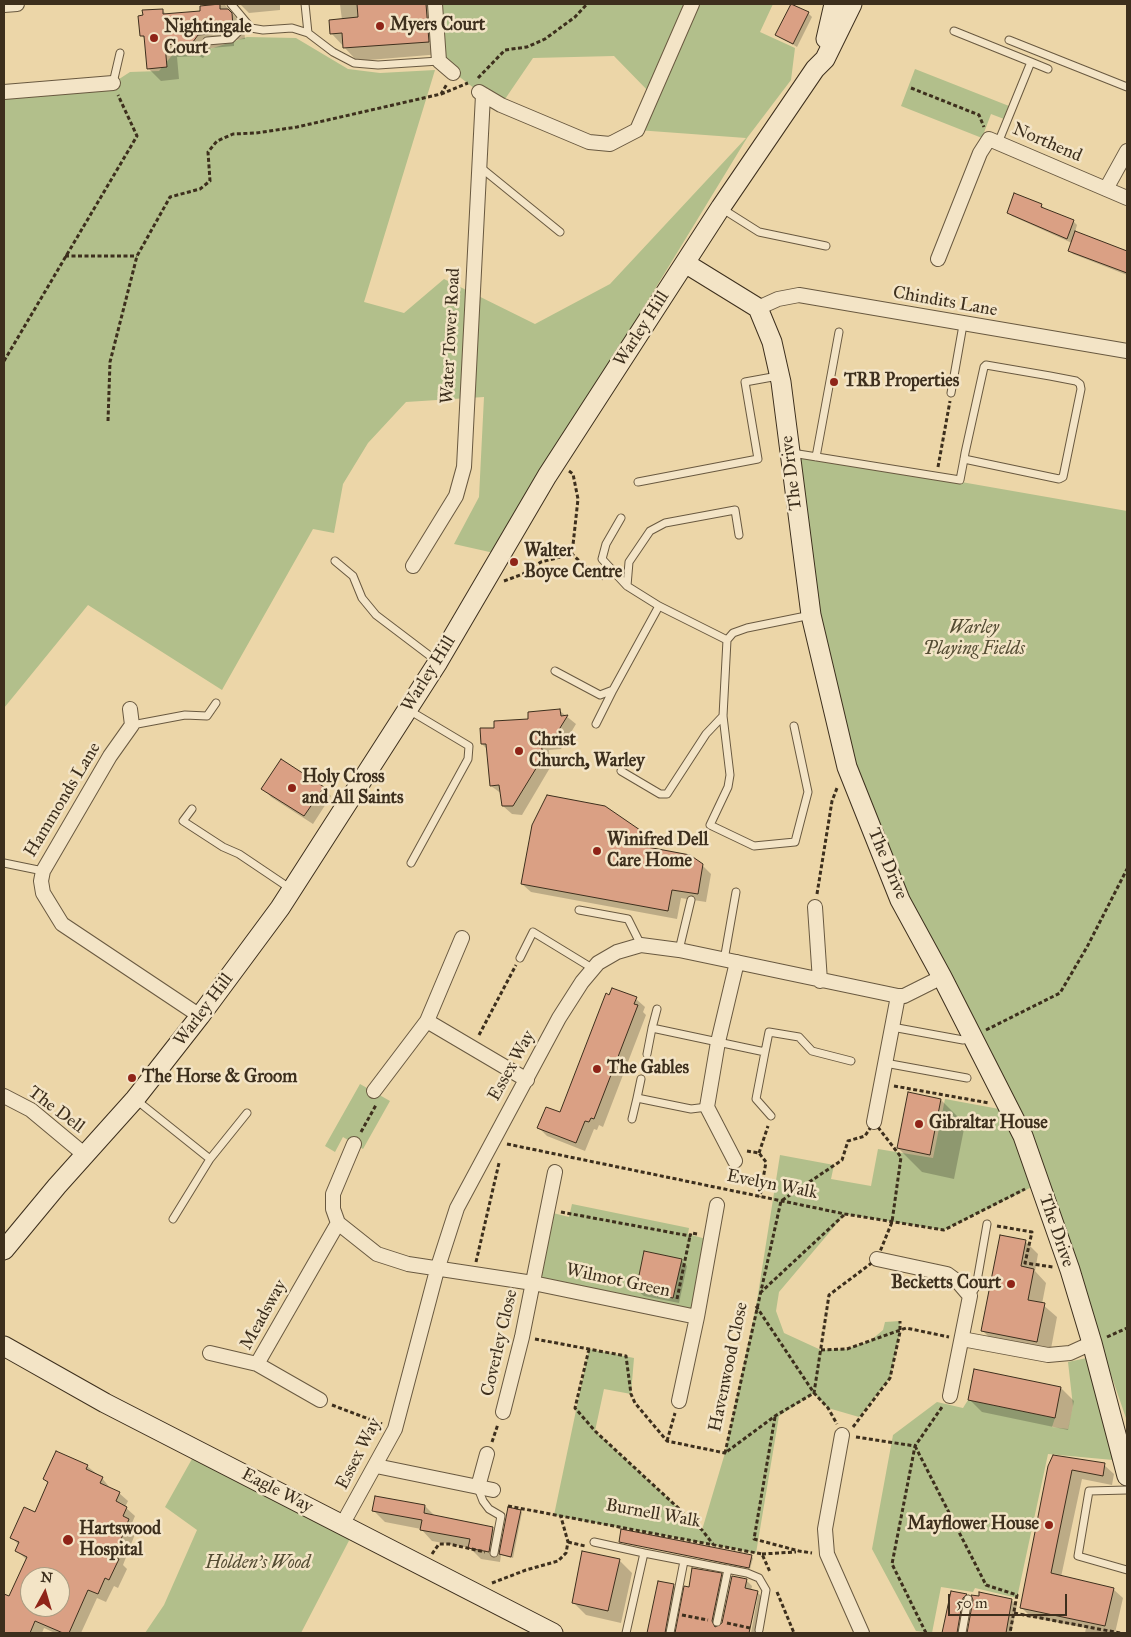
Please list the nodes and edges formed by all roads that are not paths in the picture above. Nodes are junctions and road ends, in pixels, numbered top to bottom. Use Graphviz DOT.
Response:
graph roads {
  1 [pos="4,4"];
  2 [pos="17,4"];
  3 [pos="231,4"];
  4 [pos="305,4"];
  5 [pos="435,4"];
  6 [pos="692,4"];
  7 [pos="826,4"];
  8 [pos="834,4"];
  9 [pos="852,4"];
  10 [pos="244,22"];
  11 [pos="828,30"];
  12 [pos="954,31"];
  13 [pos="308,32"];
  14 [pos="1009,40"];
  15 [pos="207,41"];
  16 [pos="120,53"];
  17 [pos="439,61"];
  18 [pos="1031,62"];
  19 [pos="815,69"];
  20 [pos="1048,69"];
  21 [pos="453,73"];
  22 [pos="113,83"];
  23 [pos="1127,87"];
  24 [pos="4,92"];
  25 [pos="994,141"];
  26 [pos="1127,151"];
  27 [pos="478,166"];
  28 [pos="1106,189"];
  29 [pos="1127,198"];
  30 [pos="721,207"];
  31 [pos="560,232"];
  32 [pos="826,246"];
  33 [pos="938,259"];
  34 [pos="685,263"];
  35 [pos="758,308"];
  36 [pos="963,325"];
  37 [pos="839,332"];
  38 [pos="1127,351"];
  39 [pos="778,376"];
  40 [pos="951,393"];
  41 [pos="790,452"];
  42 [pos="816,457"];
  43 [pos="964,459"];
  44 [pos="638,482"];
  45 [pos="621,518"];
  46 [pos="739,535"];
  47 [pos="335,561"];
  48 [pos="413,566"];
  49 [pos="627,586"];
  50 [pos="660,606"];
  51 [pos="811,615"];
  52 [pos="728,640"];
  53 [pos="438,662"];
  54 [pos="555,671"];
  55 [pos="614,690"];
  56 [pos="216,703"];
  57 [pos="130,708"];
  58 [pos="407,709"];
  59 [pos="723,716"];
  60 [pos="596,724"];
  61 [pos="132,725"];
  62 [pos="794,726"];
  63 [pos="621,771"];
  64 [pos="192,809"];
  65 [pos="4,862"];
  66 [pos="411,863"];
  67 [pos="42,871"];
  68 [pos="292,889"];
  69 [pos="736,892"];
  70 [pos="691,900"];
  71 [pos="816,907"];
  72 [pos="579,910"];
  73 [pos="462,938"];
  74 [pos="641,946"];
  75 [pos="679,950"];
  76 [pos="520,958"];
  77 [pos="730,961"];
  78 [pos="592,968"];
  79 [pos="942,977"];
  80 [pos="820,980"];
  81 [pos="898,996"];
  82 [pos="656,1009"];
  83 [pos="200,1016"];
  84 [pos="428,1021"];
  85 [pos="892,1027"];
  86 [pos="652,1028"];
  87 [pos="968,1038"];
  88 [pos="718,1042"];
  89 [pos="766,1052"];
  90 [pos="647,1054"];
  91 [pos="851,1061"];
  92 [pos="885,1063"];
  93 [pos="967,1078"];
  94 [pos="641,1079"];
  95 [pos="527,1080"];
  96 [pos="374,1091"];
  97 [pos="4,1096"];
  98 [pos="637,1098"];
  99 [pos="135,1099"];
  100 [pos="707,1108"];
  101 [pos="247,1114"];
  102 [pos="771,1116"];
  103 [pos="632,1119"];
  104 [pos="874,1122"];
  105 [pos="354,1144"];
  106 [pos="85,1155"];
  107 [pos="210,1159"];
  108 [pos="735,1161"];
  109 [pos="555,1172"];
  110 [pos="717,1205"];
  111 [pos="173,1219"];
  112 [pos="338,1223"];
  113 [pos="987,1224"];
  114 [pos="4,1250"];
  115 [pos="877,1260"];
  116 [pos="438,1270"];
  117 [pos="533,1283"];
  118 [pos="970,1296"];
  119 [pos="696,1317"];
  120 [pos="962,1339"];
  121 [pos="1092,1343"];
  122 [pos="4,1346"];
  123 [pos="210,1354"];
  124 [pos="257,1364"];
  125 [pos="950,1396"];
  126 [pos="320,1400"];
  127 [pos="679,1401"];
  128 [pos="503,1412"];
  129 [pos="845,1436"];
  130 [pos="487,1454"];
  131 [pos="376,1466"];
  132 [pos="1127,1476"];
  133 [pos="478,1487"];
  134 [pos="493,1490"];
  135 [pos="1127,1490"];
  136 [pos="342,1525"];
  137 [pos="594,1542"];
  138 [pos="494,1552"];
  139 [pos="644,1553"];
  140 [pos="684,1560"];
  141 [pos="728,1569"];
  142 [pos="1127,1570"];
  143 [pos="968,1599"];
  144 [pos="717,1622"];
  145 [pos="759,1630"];
  146 [pos="553,1633"];
  147 [pos="626,1633"];
  148 [pos="670,1633"];
  149 [pos="862,1633"];
  150 [pos="962,1633"];
  1 -- 2 [label="street"];
  3 -- 10 [label="lane"];
  4 -- 13 [label="lane"];
  5 -- 17 [label="street"];
  6 -- 27 [label="street, Water Tower Road"];
  7 -- 11 [label="street"];
  8 -- 11 [label="street, Warley Hill"];
  9 -- 19 [label="street, Warley Hill"];
  10 -- 13 [label="lane"];
  10 -- 15 [label="lane"];
  11 -- 19 [label="street, Warley Hill"];
  12 -- 18 [label="lane"];
  13 -- 17 [label="lane"];
  14 -- 23 [label="lane"];
  16 -- 22 [label="lane"];
  17 -- 21 [label="street"];
  18 -- 20 [label="lane"];
  18 -- 25 [label="lane"];
  19 -- 30 [label="street, Warley Hill"];
  22 -- 24 [label="street"];
  25 -- 28 [label="street, Northend"];
  25 -- 33 [label="street, Northend"];
  26 -- 28 [label="street"];
  27 -- 31 [label="lane"];
  27 -- 48 [label="street, Water Tower Road"];
  28 -- 29 [label="street, Northend"];
  30 -- 32 [label="lane"];
  30 -- 34 [label="street, Warley Hill"];
  34 -- 35 [label="street"];
  34 -- 53 [label="street, Warley Hill"];
  35 -- 36 [label="street, Chindits Lane"];
  35 -- 39 [label="street, The Drive"];
  36 -- 38 [label="street, Chindits Lane"];
  36 -- 40 [label="lane"];
  37 -- 42 [label="lane"];
  39 -- 41 [label="street, The Drive"];
  39 -- 44 [label="lane"];
  41 -- 42 [label="lane"];
  41 -- 51 [label="street, The Drive"];
  42 -- 43 [label="lane"];
  43 -- 43 [label="lane"];
  45 -- 49 [label="lane"];
  46 -- 49 [label="lane"];
  47 -- 53 [label="lane"];
  49 -- 50 [label="lane"];
  50 -- 52 [label="lane"];
  50 -- 55 [label="lane"];
  51 -- 52 [label="lane"];
  51 -- 79 [label="street, The Drive"];
  52 -- 59 [label="lane"];
  53 -- 58 [label="street, Warley Hill"];
  54 -- 55 [label="lane"];
  55 -- 60 [label="lane"];
  56 -- 61 [label="lane"];
  57 -- 61 [label="street"];
  58 -- 66 [label="lane"];
  58 -- 68 [label="street, Warley Hill"];
  59 -- 62 [label="lane"];
  59 -- 63 [label="lane"];
  61 -- 67 [label="street, Hammonds Lane"];
  64 -- 68 [label="lane"];
  65 -- 67 [label="lane"];
  67 -- 83 [label="street, Hammonds Lane"];
  68 -- 83 [label="street, Warley Hill"];
  69 -- 77 [label="lane"];
  70 -- 75 [label="lane"];
  71 -- 80 [label="street"];
  72 -- 74 [label="lane"];
  73 -- 84 [label="street"];
  74 -- 75 [label="street, Essex Way"];
  74 -- 78 [label="street, Essex Way"];
  75 -- 77 [label="street, Essex Way"];
  76 -- 78 [label="lane"];
  77 -- 80 [label="street, Essex Way"];
  77 -- 88 [label="street"];
  78 -- 95 [label="street, Essex Way"];
  79 -- 81 [label="street"];
  79 -- 87 [label="street, The Drive"];
  80 -- 81 [label="street, Essex Way"];
  81 -- 85 [label="street"];
  82 -- 86 [label="lane"];
  83 -- 99 [label="street, Warley Hill"];
  84 -- 95 [label="street"];
  84 -- 96 [label="street"];
  85 -- 87 [label="lane"];
  85 -- 92 [label="street"];
  86 -- 88 [label="lane"];
  86 -- 90 [label="lane"];
  87 -- 121 [label="street, The Drive"];
  88 -- 89 [label="lane"];
  88 -- 100 [label="street"];
  89 -- 91 [label="lane"];
  89 -- 102 [label="lane"];
  92 -- 93 [label="lane"];
  92 -- 104 [label="street"];
  94 -- 98 [label="lane"];
  95 -- 116 [label="street, Essex Way"];
  97 -- 106 [label="street, The Dell"];
  98 -- 100 [label="lane"];
  98 -- 103 [label="lane"];
  99 -- 106 [label="street, Warley Hill"];
  99 -- 107 [label="lane"];
  100 -- 108 [label="street"];
  101 -- 107 [label="lane"];
  105 -- 112 [label="street"];
  106 -- 114 [label="street, Warley Hill"];
  107 -- 111 [label="lane"];
  109 -- 117 [label="street"];
  110 -- 119 [label="street"];
  112 -- 116 [label="street"];
  112 -- 124 [label="street, Meadsway"];
  113 -- 118 [label="lane"];
  115 -- 118 [label="street"];
  116 -- 117 [label="street, Wilmot Green"];
  116 -- 131 [label="street, Essex Way"];
  117 -- 119 [label="street, Wilmot Green"];
  117 -- 128 [label="street, Coverley Close"];
  118 -- 120 [label="street"];
  119 -- 127 [label="street"];
  120 -- 121 [label="street"];
  120 -- 125 [label="street"];
  121 -- 132 [label="street, The Drive"];
  122 -- 136 [label="street, Eagle Way"];
  123 -- 124 [label="street"];
  124 -- 126 [label="street, Meadsway"];
  129 -- 149 [label="street"];
  130 -- 133 [label="street"];
  131 -- 133 [label="street"];
  131 -- 136 [label="street, Essex Way"];
  133 -- 134 [label="street"];
  133 -- 138 [label="lane"];
  135 -- 142 [label="lane"];
  136 -- 146 [label="street, Eagle Way"];
  137 -- 139 [label="lane"];
  139 -- 140 [label="lane"];
  139 -- 147 [label="lane"];
  140 -- 141 [label="lane"];
  140 -- 148 [label="lane"];
  141 -- 144 [label="lane"];
  141 -- 145 [label="lane"];
  143 -- 150 [label="lane"];
}
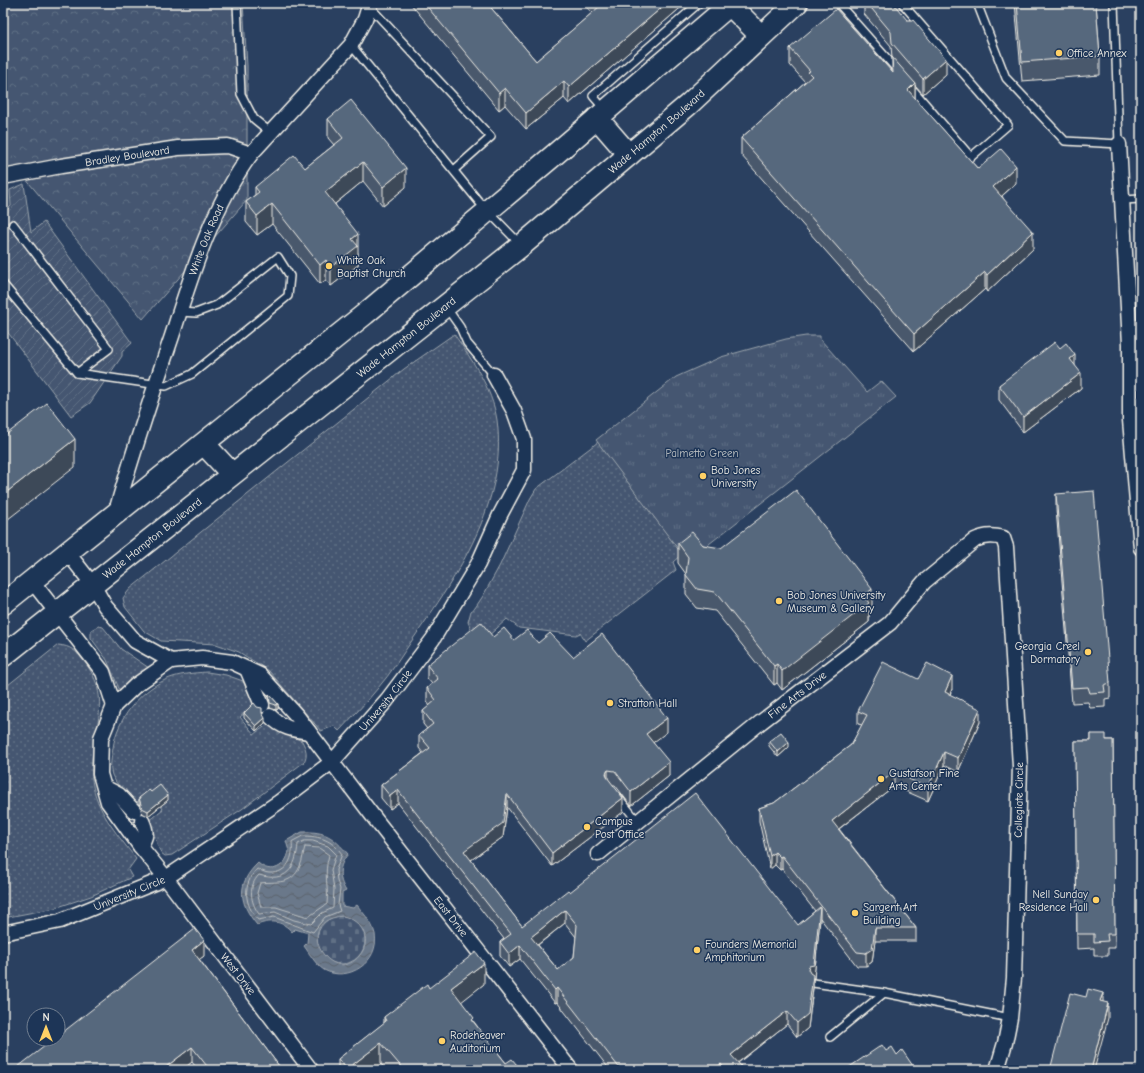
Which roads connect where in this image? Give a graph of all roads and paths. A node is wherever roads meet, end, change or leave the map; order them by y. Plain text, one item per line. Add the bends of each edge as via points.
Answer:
1 (237, 3) edge
2 (699, 3) edge
3 (797, 3) edge
4 (902, 3) edge
5 (977, 3) edge
6 (1114, 3) edge
7 (370, 4) edge
8 (731, 4) edge
9 (842, 4) edge
10 (761, 36) junction
11 (351, 45) junction
12 (602, 114) junction
13 (270, 132) junction
14 (1120, 144) junction
15 (251, 154) junction
16 (629, 155) junction
17 (454, 170) junction
18 (3, 178) edge
19 (1141, 199) edge
20 (1122, 200) junction
21 (488, 211) junction
22 (12, 224) dead end
23 (521, 246) junction
24 (3, 284) edge
25 (444, 306) junction
26 (180, 312) junction
27 (1135, 324) edge
28 (77, 373) junction
29 (494, 375) joint
30 (156, 384) junction
31 (1135, 417) edge
32 (204, 444) junction
33 (232, 474) junction
34 (114, 516) junction
35 (993, 536) joint
36 (1141, 548) edge
37 (68, 553) junction
38 (32, 581) junction
39 (93, 585) junction
40 (3, 604) edge
41 (56, 614) junction
42 (3, 656) edge
43 (171, 661) junction
44 (247, 669) junction
45 (114, 706) junction
46 (309, 732) junction
47 (332, 762) junction
48 (104, 787) junction
49 (615, 793) edge
50 (638, 822) junction
51 (140, 846) junction
52 (598, 854) dead end
53 (166, 878) junction
54 (3, 933) edge
55 (813, 983) edge
56 (884, 993) junction
57 (1010, 1018) junction
58 (830, 1037) dead end
59 (311, 1070) edge
60 (571, 1070) edge
61 (997, 1070) edge

1 - 13 lane via 241,94 254,119
2 - 12 lane via 593,96
3 - 10 main road, Wade Hampton Boulevard
4 - 9 lane via 1008,125 971,157
5 - 14 lane via 1006,78 1065,140
6 - 14 lane
7 - 11 street, White Oak Road
7 - 17 lane via 491,136
8 - 10 main road
8 - 12 main road
10 - 16 main road, Wade Hampton Boulevard via 688,105
11 - 13 street, White Oak Road
11 - 17 lane
12 - 16 main road
12 - 21 main road
13 - 15 street, White Oak Road
14 - 20 street
15 - 18 street, Bradley Boulevard via 228,146 178,148 61,166
15 - 26 street, White Oak Road via 225,195 206,238
16 - 23 main road, Wade Hampton Boulevard
17 - 21 lane
19 - 20 lane
20 - 27 street
21 - 23 lane
21 - 32 main road
22 - 28 lane via 109,349
23 - 25 main road, Wade Hampton Boulevard
24 - 28 lane
25 - 29 lane, University Circle via 460,327 467,343
25 - 33 main road, Wade Hampton Boulevard
26 - 30 street, White Oak Road
26 - 30 lane via 196,313 217,306 278,257 290,276 288,296 192,374 166,386
27 - 31 street
28 - 30 lane
29 - 47 street, University Circle via 514,411 524,439 524,470 500,514 478,564 433,639 387,700
30 - 34 street, White Oak Road
31 - 36 street
32 - 33 main road
32 - 34 main road
33 - 39 main road, Wade Hampton Boulevard
34 - 37 main road
35 - 50 street, Fine Arts Drive via 975,540 924,582 890,623 761,722
35 - 57 street, Collegiate Circle via 1003,538 1006,547 1020,766 1014,978
37 - 38 main road
37 - 39 street
38 - 40 main road
38 - 41 street
39 - 41 main road, Wade Hampton Boulevard
39 - 43 street via 105,606 135,641
41 - 42 main road, Wade Hampton Boulevard
41 - 45 street via 102,672
43 - 44 street, East Drive via 202,658 232,662
43 - 45 street via 136,685
44 - 46 street, East Drive via 260,676
44 - 46 street via 266,711 278,724 289,729
45 - 48 street, West Drive via 101,738 100,774
46 - 47 street, East Drive
47 - 53 street, University Circle via 279,802
47 - 60 street, East Drive
48 - 51 street, West Drive via 108,802
48 - 51 street via 119,795 138,816 147,831 146,838
49 - 50 lane
50 - 52 street, Fine Arts Drive
51 - 53 street, West Drive
53 - 54 street, University Circle via 60,921
53 - 59 street, West Drive
55 - 56 lane
56 - 57 lane
56 - 58 lane
57 - 61 street, Collegiate Circle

Requirement: Look through the entries above for the word "Eagle". Say how many lines contain it, using only a number.

Written answer: 2